Stored items:
%%

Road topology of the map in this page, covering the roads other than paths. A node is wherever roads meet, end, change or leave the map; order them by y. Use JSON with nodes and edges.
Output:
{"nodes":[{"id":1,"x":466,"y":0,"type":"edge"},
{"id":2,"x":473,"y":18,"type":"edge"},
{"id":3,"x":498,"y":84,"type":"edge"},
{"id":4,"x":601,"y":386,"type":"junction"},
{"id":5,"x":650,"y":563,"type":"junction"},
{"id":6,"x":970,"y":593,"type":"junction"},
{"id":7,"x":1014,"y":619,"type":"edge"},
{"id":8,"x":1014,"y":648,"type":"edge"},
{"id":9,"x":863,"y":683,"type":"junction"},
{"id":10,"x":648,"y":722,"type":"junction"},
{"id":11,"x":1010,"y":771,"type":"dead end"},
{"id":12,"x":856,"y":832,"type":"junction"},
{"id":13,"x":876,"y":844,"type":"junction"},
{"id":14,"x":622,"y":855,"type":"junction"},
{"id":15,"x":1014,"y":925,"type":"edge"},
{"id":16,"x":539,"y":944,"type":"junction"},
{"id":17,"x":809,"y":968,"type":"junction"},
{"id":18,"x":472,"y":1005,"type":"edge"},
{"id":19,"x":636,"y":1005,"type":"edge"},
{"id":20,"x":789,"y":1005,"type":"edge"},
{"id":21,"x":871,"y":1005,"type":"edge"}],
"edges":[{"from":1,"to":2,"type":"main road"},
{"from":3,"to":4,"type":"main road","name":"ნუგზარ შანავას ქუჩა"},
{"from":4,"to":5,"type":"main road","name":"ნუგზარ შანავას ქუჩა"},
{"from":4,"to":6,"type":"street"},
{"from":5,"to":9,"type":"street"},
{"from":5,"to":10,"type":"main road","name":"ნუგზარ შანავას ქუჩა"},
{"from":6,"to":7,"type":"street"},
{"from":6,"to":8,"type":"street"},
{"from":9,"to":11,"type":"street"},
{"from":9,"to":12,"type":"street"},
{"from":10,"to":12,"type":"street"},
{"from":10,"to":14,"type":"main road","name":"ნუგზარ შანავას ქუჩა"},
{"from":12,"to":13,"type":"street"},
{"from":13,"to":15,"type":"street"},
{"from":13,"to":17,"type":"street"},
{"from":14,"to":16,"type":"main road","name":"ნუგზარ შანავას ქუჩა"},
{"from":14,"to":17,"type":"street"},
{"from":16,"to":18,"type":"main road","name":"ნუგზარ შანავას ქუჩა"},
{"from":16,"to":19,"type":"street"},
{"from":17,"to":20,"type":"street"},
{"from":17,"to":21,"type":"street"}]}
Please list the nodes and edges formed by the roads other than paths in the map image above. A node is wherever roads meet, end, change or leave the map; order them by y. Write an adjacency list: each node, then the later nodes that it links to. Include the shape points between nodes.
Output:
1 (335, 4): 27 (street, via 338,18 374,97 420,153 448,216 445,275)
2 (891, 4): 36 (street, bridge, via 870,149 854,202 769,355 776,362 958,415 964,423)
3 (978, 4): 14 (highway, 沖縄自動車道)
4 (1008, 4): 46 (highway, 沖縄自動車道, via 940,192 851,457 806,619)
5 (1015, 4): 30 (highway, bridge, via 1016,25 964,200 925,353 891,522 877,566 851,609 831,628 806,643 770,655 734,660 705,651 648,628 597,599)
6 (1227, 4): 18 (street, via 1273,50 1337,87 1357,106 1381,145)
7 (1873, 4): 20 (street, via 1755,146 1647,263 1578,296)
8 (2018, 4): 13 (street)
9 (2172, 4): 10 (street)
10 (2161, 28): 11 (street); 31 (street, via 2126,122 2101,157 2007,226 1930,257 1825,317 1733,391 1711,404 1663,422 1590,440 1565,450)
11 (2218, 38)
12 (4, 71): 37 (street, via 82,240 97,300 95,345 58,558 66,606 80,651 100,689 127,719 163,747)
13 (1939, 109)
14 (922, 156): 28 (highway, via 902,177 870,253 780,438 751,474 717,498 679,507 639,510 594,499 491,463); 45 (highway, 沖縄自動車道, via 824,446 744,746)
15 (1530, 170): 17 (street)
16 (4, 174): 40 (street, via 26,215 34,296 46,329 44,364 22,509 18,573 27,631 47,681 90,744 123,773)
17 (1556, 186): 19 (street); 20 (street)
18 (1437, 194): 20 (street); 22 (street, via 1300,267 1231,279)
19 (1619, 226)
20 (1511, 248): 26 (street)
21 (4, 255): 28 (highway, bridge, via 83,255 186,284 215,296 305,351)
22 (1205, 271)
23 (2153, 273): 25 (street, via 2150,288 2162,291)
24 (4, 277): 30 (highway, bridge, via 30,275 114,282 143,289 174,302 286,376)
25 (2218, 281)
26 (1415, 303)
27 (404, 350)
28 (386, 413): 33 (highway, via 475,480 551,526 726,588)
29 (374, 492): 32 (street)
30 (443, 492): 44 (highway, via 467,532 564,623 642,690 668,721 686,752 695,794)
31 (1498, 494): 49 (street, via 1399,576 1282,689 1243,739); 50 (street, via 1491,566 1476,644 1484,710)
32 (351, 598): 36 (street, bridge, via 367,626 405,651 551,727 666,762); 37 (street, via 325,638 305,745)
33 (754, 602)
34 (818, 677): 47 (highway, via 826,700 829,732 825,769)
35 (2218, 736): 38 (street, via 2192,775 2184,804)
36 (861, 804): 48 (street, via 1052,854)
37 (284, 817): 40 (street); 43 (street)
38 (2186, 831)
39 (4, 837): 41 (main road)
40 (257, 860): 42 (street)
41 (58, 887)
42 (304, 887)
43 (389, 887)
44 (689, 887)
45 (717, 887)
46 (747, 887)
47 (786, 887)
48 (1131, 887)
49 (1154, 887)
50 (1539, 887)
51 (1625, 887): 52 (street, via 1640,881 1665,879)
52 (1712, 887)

%%

__Problem details__.
Print every entry exactly.

__Written solution__.
Road topology of the map in this page, covering the roads other than paths. A node is wherever roads meet, end, change or leave the map; order them by y. Use JSON with nodes and edges.
Output:
{"nodes":[{"id":1,"x":466,"y":0,"type":"edge"},
{"id":2,"x":473,"y":18,"type":"edge"},
{"id":3,"x":498,"y":84,"type":"edge"},
{"id":4,"x":601,"y":386,"type":"junction"},
{"id":5,"x":650,"y":563,"type":"junction"},
{"id":6,"x":970,"y":593,"type":"junction"},
{"id":7,"x":1014,"y":619,"type":"edge"},
{"id":8,"x":1014,"y":648,"type":"edge"},
{"id":9,"x":863,"y":683,"type":"junction"},
{"id":10,"x":648,"y":722,"type":"junction"},
{"id":11,"x":1010,"y":771,"type":"dead end"},
{"id":12,"x":856,"y":832,"type":"junction"},
{"id":13,"x":876,"y":844,"type":"junction"},
{"id":14,"x":622,"y":855,"type":"junction"},
{"id":15,"x":1014,"y":925,"type":"edge"},
{"id":16,"x":539,"y":944,"type":"junction"},
{"id":17,"x":809,"y":968,"type":"junction"},
{"id":18,"x":472,"y":1005,"type":"edge"},
{"id":19,"x":636,"y":1005,"type":"edge"},
{"id":20,"x":789,"y":1005,"type":"edge"},
{"id":21,"x":871,"y":1005,"type":"edge"}],
"edges":[{"from":1,"to":2,"type":"main road"},
{"from":3,"to":4,"type":"main road","name":"ნუგზარ შანავას ქუჩა"},
{"from":4,"to":5,"type":"main road","name":"ნუგზარ შანავას ქუჩა"},
{"from":4,"to":6,"type":"street"},
{"from":5,"to":9,"type":"street"},
{"from":5,"to":10,"type":"main road","name":"ნუგზარ შანავას ქუჩა"},
{"from":6,"to":7,"type":"street"},
{"from":6,"to":8,"type":"street"},
{"from":9,"to":11,"type":"street"},
{"from":9,"to":12,"type":"street"},
{"from":10,"to":12,"type":"street"},
{"from":10,"to":14,"type":"main road","name":"ნუგზარ შანავას ქუჩა"},
{"from":12,"to":13,"type":"street"},
{"from":13,"to":15,"type":"street"},
{"from":13,"to":17,"type":"street"},
{"from":14,"to":16,"type":"main road","name":"ნუგზარ შანავას ქუჩა"},
{"from":14,"to":17,"type":"street"},
{"from":16,"to":18,"type":"main road","name":"ნუგზარ შანავას ქუჩა"},
{"from":16,"to":19,"type":"street"},
{"from":17,"to":20,"type":"street"},
{"from":17,"to":21,"type":"street"}]}
Please list the nodes and edges formed by the roads other than paths in the map image above. A node is wherever roads meet, end, change or leave the map; order them by y. Write an adjacency list: each node, then the later nodes that it links to. Include the shape points between nodes.
Output:
1 (335, 4): 27 (street, via 338,18 374,97 420,153 448,216 445,275)
2 (891, 4): 36 (street, bridge, via 870,149 854,202 769,355 776,362 958,415 964,423)
3 (978, 4): 14 (highway, 沖縄自動車道)
4 (1008, 4): 46 (highway, 沖縄自動車道, via 940,192 851,457 806,619)
5 (1015, 4): 30 (highway, bridge, via 1016,25 964,200 925,353 891,522 877,566 851,609 831,628 806,643 770,655 734,660 705,651 648,628 597,599)
6 (1227, 4): 18 (street, via 1273,50 1337,87 1357,106 1381,145)
7 (1873, 4): 20 (street, via 1755,146 1647,263 1578,296)
8 (2018, 4): 13 (street)
9 (2172, 4): 10 (street)
10 (2161, 28): 11 (street); 31 (street, via 2126,122 2101,157 2007,226 1930,257 1825,317 1733,391 1711,404 1663,422 1590,440 1565,450)
11 (2218, 38)
12 (4, 71): 37 (street, via 82,240 97,300 95,345 58,558 66,606 80,651 100,689 127,719 163,747)
13 (1939, 109)
14 (922, 156): 28 (highway, via 902,177 870,253 780,438 751,474 717,498 679,507 639,510 594,499 491,463); 45 (highway, 沖縄自動車道, via 824,446 744,746)
15 (1530, 170): 17 (street)
16 (4, 174): 40 (street, via 26,215 34,296 46,329 44,364 22,509 18,573 27,631 47,681 90,744 123,773)
17 (1556, 186): 19 (street); 20 (street)
18 (1437, 194): 20 (street); 22 (street, via 1300,267 1231,279)
19 (1619, 226)
20 (1511, 248): 26 (street)
21 (4, 255): 28 (highway, bridge, via 83,255 186,284 215,296 305,351)
22 (1205, 271)
23 (2153, 273): 25 (street, via 2150,288 2162,291)
24 (4, 277): 30 (highway, bridge, via 30,275 114,282 143,289 174,302 286,376)
25 (2218, 281)
26 (1415, 303)
27 (404, 350)
28 (386, 413): 33 (highway, via 475,480 551,526 726,588)
29 (374, 492): 32 (street)
30 (443, 492): 44 (highway, via 467,532 564,623 642,690 668,721 686,752 695,794)
31 (1498, 494): 49 (street, via 1399,576 1282,689 1243,739); 50 (street, via 1491,566 1476,644 1484,710)
32 (351, 598): 36 (street, bridge, via 367,626 405,651 551,727 666,762); 37 (street, via 325,638 305,745)
33 (754, 602)
34 (818, 677): 47 (highway, via 826,700 829,732 825,769)
35 (2218, 736): 38 (street, via 2192,775 2184,804)
36 (861, 804): 48 (street, via 1052,854)
37 (284, 817): 40 (street); 43 (street)
38 (2186, 831)
39 (4, 837): 41 (main road)
40 (257, 860): 42 (street)
41 (58, 887)
42 (304, 887)
43 (389, 887)
44 (689, 887)
45 (717, 887)
46 (747, 887)
47 (786, 887)
48 (1131, 887)
49 (1154, 887)
50 (1539, 887)
51 (1625, 887): 52 (street, via 1640,881 1665,879)
52 (1712, 887)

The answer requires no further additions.